I would like every record printed again, exactly as shown.

.....

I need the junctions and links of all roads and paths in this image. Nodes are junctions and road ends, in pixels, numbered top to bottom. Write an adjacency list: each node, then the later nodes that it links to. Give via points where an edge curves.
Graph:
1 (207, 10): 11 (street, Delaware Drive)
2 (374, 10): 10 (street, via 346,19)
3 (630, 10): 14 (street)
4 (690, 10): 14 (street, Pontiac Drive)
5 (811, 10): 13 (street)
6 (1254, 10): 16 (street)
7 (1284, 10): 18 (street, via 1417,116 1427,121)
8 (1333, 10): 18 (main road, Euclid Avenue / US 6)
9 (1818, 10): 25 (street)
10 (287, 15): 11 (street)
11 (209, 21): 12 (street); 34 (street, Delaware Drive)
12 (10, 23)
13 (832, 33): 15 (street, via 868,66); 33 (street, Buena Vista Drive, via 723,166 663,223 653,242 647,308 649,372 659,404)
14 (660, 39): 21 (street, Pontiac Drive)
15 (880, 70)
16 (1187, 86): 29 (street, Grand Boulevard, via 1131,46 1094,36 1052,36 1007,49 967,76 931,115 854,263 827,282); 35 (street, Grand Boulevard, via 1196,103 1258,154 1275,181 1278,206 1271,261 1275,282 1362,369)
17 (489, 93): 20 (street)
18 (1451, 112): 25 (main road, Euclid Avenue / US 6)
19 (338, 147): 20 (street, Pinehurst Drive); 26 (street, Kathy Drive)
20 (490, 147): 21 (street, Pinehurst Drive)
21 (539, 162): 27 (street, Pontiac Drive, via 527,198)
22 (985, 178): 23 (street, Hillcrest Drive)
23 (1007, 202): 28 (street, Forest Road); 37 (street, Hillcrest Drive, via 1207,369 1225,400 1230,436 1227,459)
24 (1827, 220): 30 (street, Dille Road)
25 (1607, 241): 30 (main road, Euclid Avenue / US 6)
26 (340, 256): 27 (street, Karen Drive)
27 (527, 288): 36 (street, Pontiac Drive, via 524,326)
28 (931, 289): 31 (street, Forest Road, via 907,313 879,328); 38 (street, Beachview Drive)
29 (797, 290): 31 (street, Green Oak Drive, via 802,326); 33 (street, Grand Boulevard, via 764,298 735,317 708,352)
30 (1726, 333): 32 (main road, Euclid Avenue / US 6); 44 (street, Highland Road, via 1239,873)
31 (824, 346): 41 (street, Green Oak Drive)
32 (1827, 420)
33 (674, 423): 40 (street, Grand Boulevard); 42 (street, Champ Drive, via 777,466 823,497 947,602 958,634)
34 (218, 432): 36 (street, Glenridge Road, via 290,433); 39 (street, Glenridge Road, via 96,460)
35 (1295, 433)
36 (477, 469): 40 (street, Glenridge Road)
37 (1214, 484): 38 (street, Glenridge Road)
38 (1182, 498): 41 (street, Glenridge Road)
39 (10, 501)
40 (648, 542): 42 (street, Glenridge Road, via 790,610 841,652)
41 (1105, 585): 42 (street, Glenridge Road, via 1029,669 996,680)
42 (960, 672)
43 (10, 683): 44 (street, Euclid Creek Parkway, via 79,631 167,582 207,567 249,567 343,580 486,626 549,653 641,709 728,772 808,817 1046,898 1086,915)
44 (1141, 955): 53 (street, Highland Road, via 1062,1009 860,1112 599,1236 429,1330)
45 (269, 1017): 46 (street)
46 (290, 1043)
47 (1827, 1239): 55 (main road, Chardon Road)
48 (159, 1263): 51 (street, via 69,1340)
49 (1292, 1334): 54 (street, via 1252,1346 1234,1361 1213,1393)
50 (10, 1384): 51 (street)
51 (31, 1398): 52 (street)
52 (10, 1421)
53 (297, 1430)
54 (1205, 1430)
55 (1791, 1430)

.....

**Completed task**
I need the junctions and links of all roads and paths in this image. Nodes are junctions and road ends, in pixels, numbered top to bottom. Write an adjacency list: each node, then the later nodes that it links to. Give via points where an edge curves.
Graph:
1 (207, 10): 11 (street, Delaware Drive)
2 (374, 10): 10 (street, via 346,19)
3 (630, 10): 14 (street)
4 (690, 10): 14 (street, Pontiac Drive)
5 (811, 10): 13 (street)
6 (1254, 10): 16 (street)
7 (1284, 10): 18 (street, via 1417,116 1427,121)
8 (1333, 10): 18 (main road, Euclid Avenue / US 6)
9 (1818, 10): 25 (street)
10 (287, 15): 11 (street)
11 (209, 21): 12 (street); 34 (street, Delaware Drive)
12 (10, 23)
13 (832, 33): 15 (street, via 868,66); 33 (street, Buena Vista Drive, via 723,166 663,223 653,242 647,308 649,372 659,404)
14 (660, 39): 21 (street, Pontiac Drive)
15 (880, 70)
16 (1187, 86): 29 (street, Grand Boulevard, via 1131,46 1094,36 1052,36 1007,49 967,76 931,115 854,263 827,282); 35 (street, Grand Boulevard, via 1196,103 1258,154 1275,181 1278,206 1271,261 1275,282 1362,369)
17 (489, 93): 20 (street)
18 (1451, 112): 25 (main road, Euclid Avenue / US 6)
19 (338, 147): 20 (street, Pinehurst Drive); 26 (street, Kathy Drive)
20 (490, 147): 21 (street, Pinehurst Drive)
21 (539, 162): 27 (street, Pontiac Drive, via 527,198)
22 (985, 178): 23 (street, Hillcrest Drive)
23 (1007, 202): 28 (street, Forest Road); 37 (street, Hillcrest Drive, via 1207,369 1225,400 1230,436 1227,459)
24 (1827, 220): 30 (street, Dille Road)
25 (1607, 241): 30 (main road, Euclid Avenue / US 6)
26 (340, 256): 27 (street, Karen Drive)
27 (527, 288): 36 (street, Pontiac Drive, via 524,326)
28 (931, 289): 31 (street, Forest Road, via 907,313 879,328); 38 (street, Beachview Drive)
29 (797, 290): 31 (street, Green Oak Drive, via 802,326); 33 (street, Grand Boulevard, via 764,298 735,317 708,352)
30 (1726, 333): 32 (main road, Euclid Avenue / US 6); 44 (street, Highland Road, via 1239,873)
31 (824, 346): 41 (street, Green Oak Drive)
32 (1827, 420)
33 (674, 423): 40 (street, Grand Boulevard); 42 (street, Champ Drive, via 777,466 823,497 947,602 958,634)
34 (218, 432): 36 (street, Glenridge Road, via 290,433); 39 (street, Glenridge Road, via 96,460)
35 (1295, 433)
36 (477, 469): 40 (street, Glenridge Road)
37 (1214, 484): 38 (street, Glenridge Road)
38 (1182, 498): 41 (street, Glenridge Road)
39 (10, 501)
40 (648, 542): 42 (street, Glenridge Road, via 790,610 841,652)
41 (1105, 585): 42 (street, Glenridge Road, via 1029,669 996,680)
42 (960, 672)
43 (10, 683): 44 (street, Euclid Creek Parkway, via 79,631 167,582 207,567 249,567 343,580 486,626 549,653 641,709 728,772 808,817 1046,898 1086,915)
44 (1141, 955): 53 (street, Highland Road, via 1062,1009 860,1112 599,1236 429,1330)
45 (269, 1017): 46 (street)
46 (290, 1043)
47 (1827, 1239): 55 (main road, Chardon Road)
48 (159, 1263): 51 (street, via 69,1340)
49 (1292, 1334): 54 (street, via 1252,1346 1234,1361 1213,1393)
50 (10, 1384): 51 (street)
51 (31, 1398): 52 (street)
52 (10, 1421)
53 (297, 1430)
54 (1205, 1430)
55 (1791, 1430)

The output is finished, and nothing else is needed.